WHAT THE TASK ASKS: Please say how many lines in the records below contain the word "Right". Give the number and nothing more.

==== STUDY MATERIAL

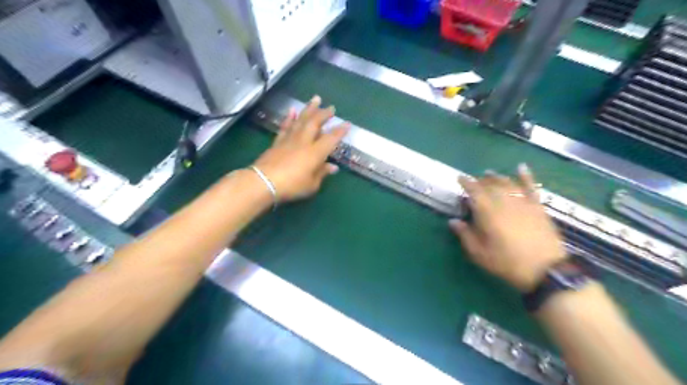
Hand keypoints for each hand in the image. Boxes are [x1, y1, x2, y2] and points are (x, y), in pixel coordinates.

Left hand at [251, 96, 349, 202]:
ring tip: (315, 99)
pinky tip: (292, 110)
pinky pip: (285, 126)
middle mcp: (304, 142)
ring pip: (301, 120)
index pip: (331, 138)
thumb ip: (322, 173)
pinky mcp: (277, 142)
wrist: (264, 182)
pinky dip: (289, 118)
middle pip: (315, 123)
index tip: (347, 123)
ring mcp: (290, 140)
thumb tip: (333, 167)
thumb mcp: (312, 185)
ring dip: (309, 109)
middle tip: (331, 107)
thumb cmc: (292, 186)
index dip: (340, 131)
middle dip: (324, 114)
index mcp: (315, 153)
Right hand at [450, 165, 565, 290]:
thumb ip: (465, 235)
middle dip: (480, 180)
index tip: (459, 178)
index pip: (474, 191)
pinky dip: (526, 176)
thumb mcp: (480, 254)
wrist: (546, 270)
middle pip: (490, 185)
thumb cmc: (507, 262)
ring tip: (490, 174)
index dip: (466, 183)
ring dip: (497, 177)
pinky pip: (530, 187)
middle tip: (474, 181)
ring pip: (507, 183)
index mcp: (488, 212)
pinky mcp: (537, 207)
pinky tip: (521, 167)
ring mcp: (523, 202)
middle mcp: (504, 202)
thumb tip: (453, 221)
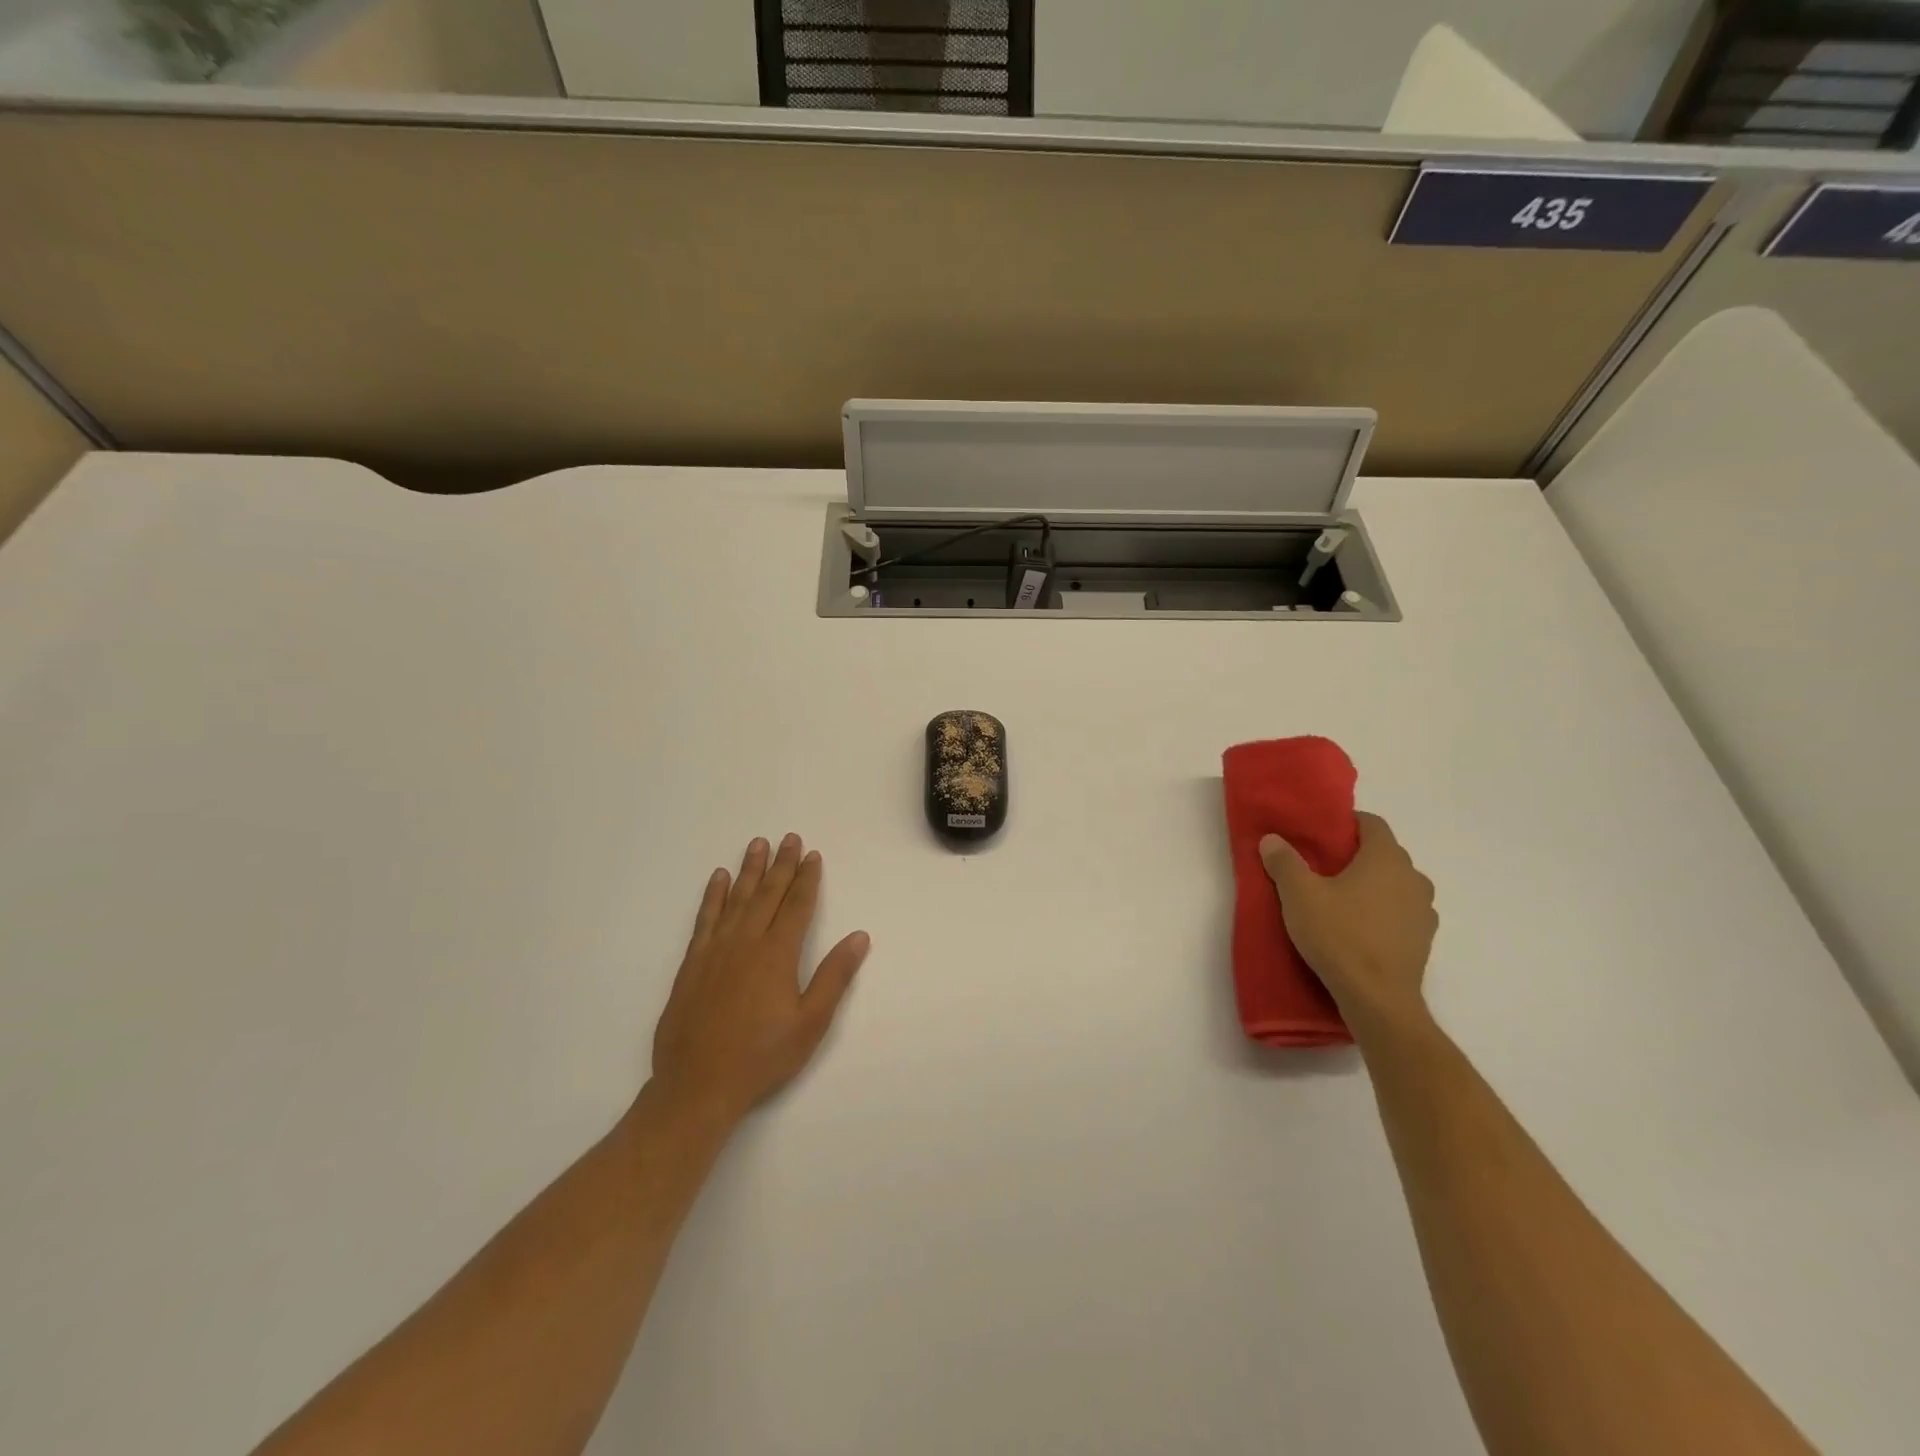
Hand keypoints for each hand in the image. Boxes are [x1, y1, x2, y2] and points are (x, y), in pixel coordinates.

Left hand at [650, 835, 870, 1126]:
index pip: (796, 906)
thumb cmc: (762, 1057)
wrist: (697, 1086)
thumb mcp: (810, 1023)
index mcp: (777, 955)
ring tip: (757, 844)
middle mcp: (746, 943)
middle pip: (767, 894)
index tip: (812, 855)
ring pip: (736, 899)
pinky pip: (705, 918)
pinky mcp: (692, 964)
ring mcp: (715, 951)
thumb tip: (859, 937)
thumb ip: (834, 976)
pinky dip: (713, 896)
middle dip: (781, 865)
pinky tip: (718, 879)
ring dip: (749, 870)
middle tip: (789, 838)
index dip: (807, 879)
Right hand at [1260, 812, 1436, 1034]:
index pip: (1373, 823)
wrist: (1378, 999)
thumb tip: (1272, 839)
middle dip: (1356, 856)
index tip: (1321, 834)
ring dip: (1372, 886)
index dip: (1347, 823)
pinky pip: (1401, 913)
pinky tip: (1358, 929)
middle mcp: (1413, 878)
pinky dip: (1382, 913)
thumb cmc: (1339, 935)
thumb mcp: (1298, 895)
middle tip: (1322, 868)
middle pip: (1384, 854)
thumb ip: (1284, 862)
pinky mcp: (1423, 940)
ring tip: (1340, 901)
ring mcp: (1424, 911)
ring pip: (1395, 885)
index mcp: (1386, 858)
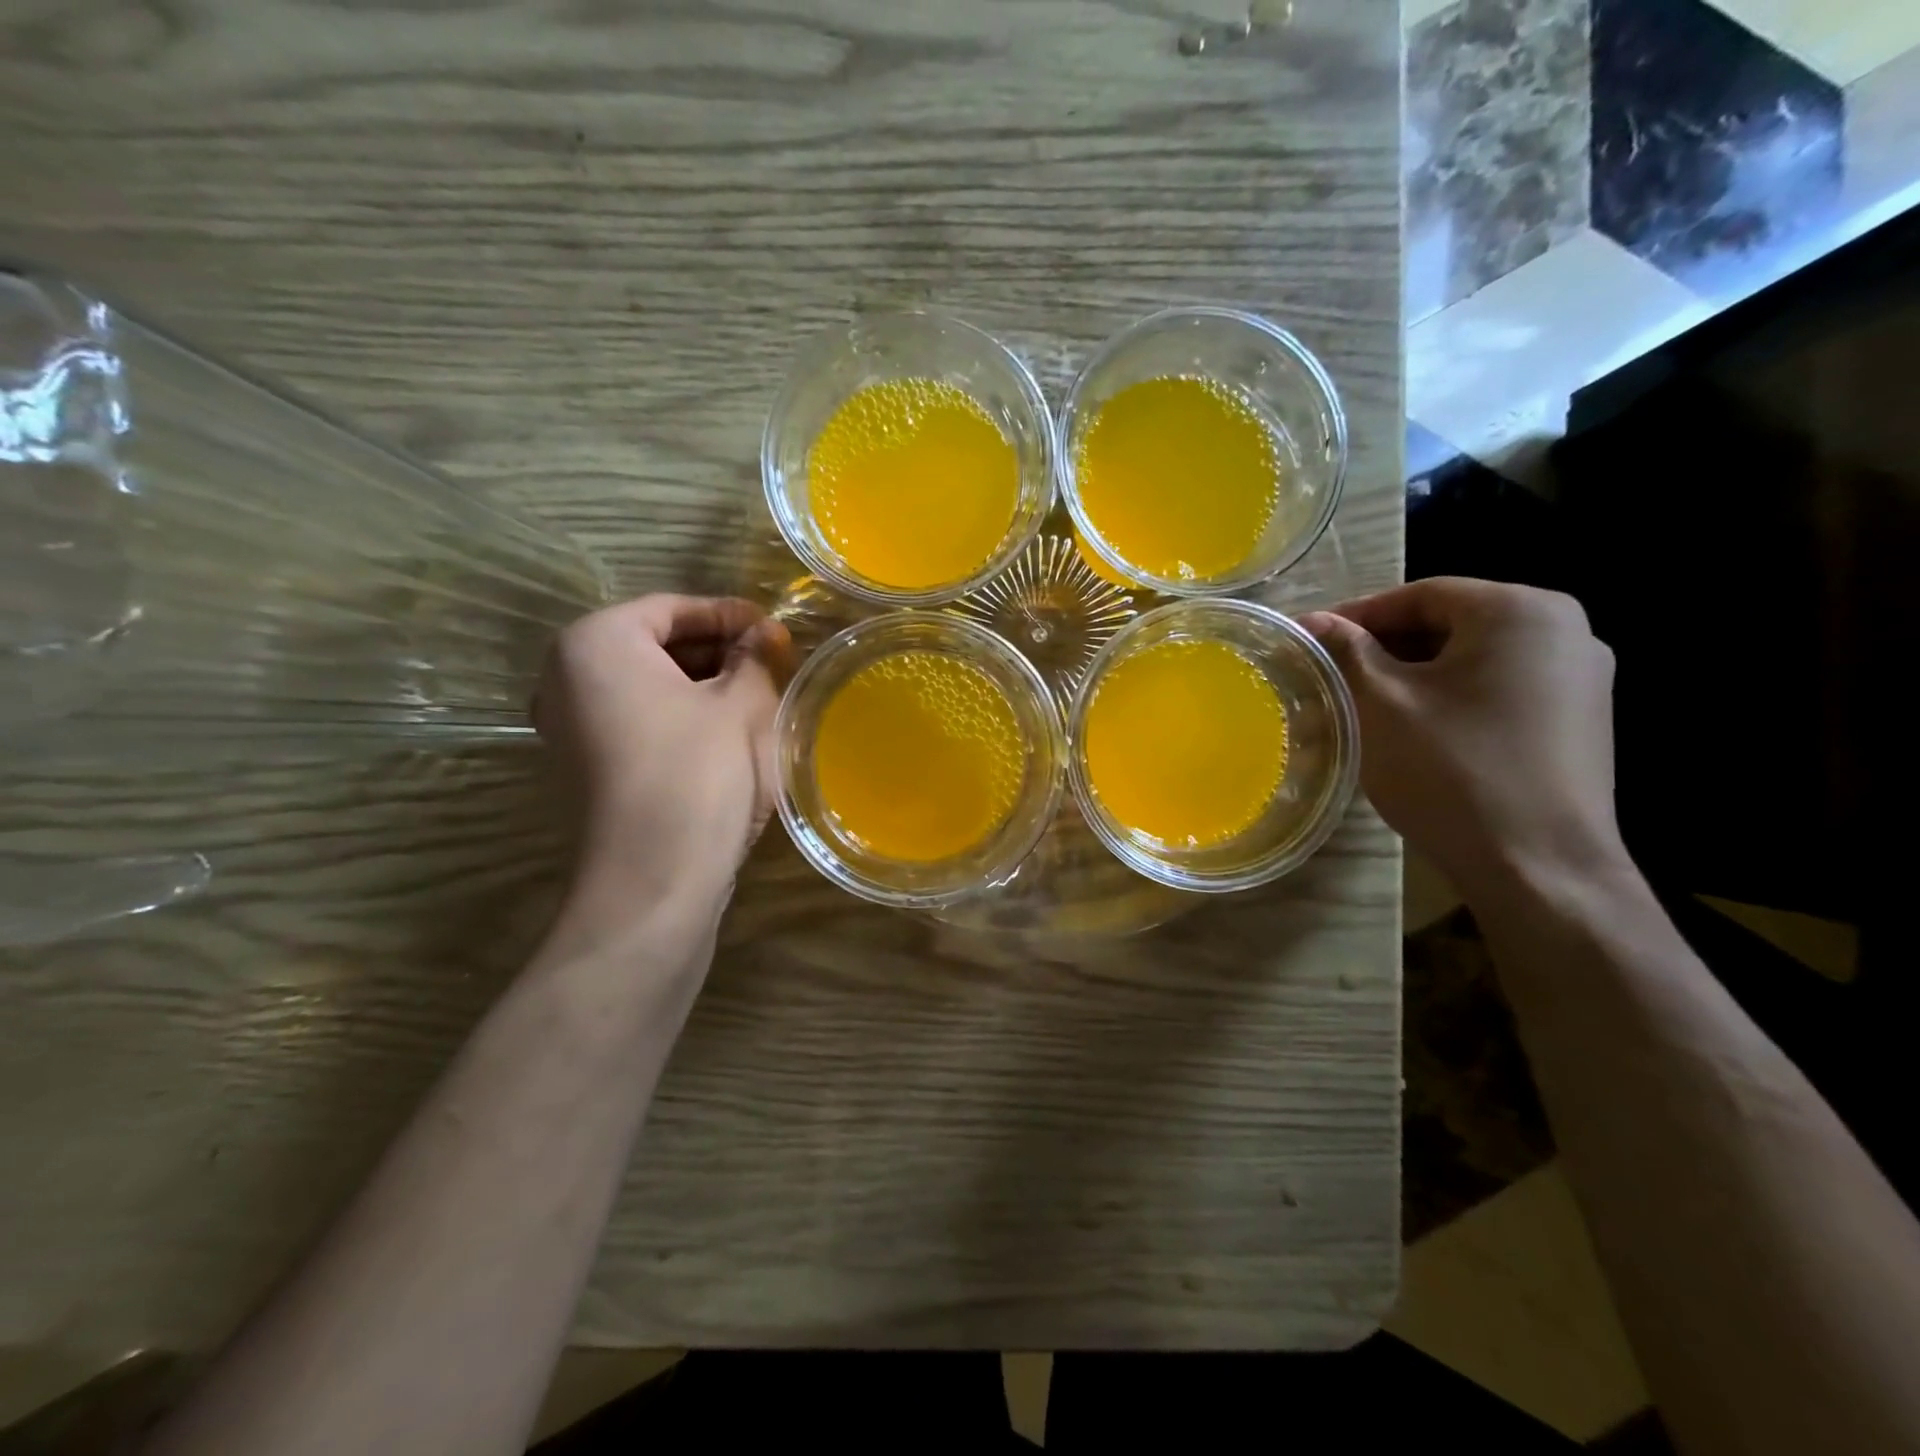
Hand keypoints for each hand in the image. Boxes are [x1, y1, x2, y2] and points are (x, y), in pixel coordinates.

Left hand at [534, 595, 791, 910]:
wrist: (654, 880)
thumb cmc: (699, 773)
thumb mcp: (742, 705)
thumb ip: (754, 657)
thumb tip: (764, 635)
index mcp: (596, 642)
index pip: (672, 608)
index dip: (731, 614)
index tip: (775, 629)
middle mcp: (565, 676)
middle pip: (653, 644)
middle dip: (716, 650)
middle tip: (770, 662)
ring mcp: (567, 726)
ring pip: (646, 685)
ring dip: (701, 685)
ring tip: (756, 696)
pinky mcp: (582, 767)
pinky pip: (636, 720)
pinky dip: (679, 716)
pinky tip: (723, 733)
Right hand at [1301, 579, 1627, 903]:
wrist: (1538, 867)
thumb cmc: (1451, 770)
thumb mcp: (1382, 704)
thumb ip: (1347, 651)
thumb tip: (1314, 622)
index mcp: (1521, 611)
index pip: (1421, 595)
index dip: (1357, 615)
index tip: (1311, 639)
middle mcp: (1565, 631)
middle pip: (1451, 623)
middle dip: (1385, 646)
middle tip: (1332, 672)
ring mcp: (1582, 678)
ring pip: (1474, 658)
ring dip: (1415, 673)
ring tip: (1364, 702)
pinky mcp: (1580, 721)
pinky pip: (1499, 688)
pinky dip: (1451, 697)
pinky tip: (1416, 730)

========

ANSWER SECTION: 3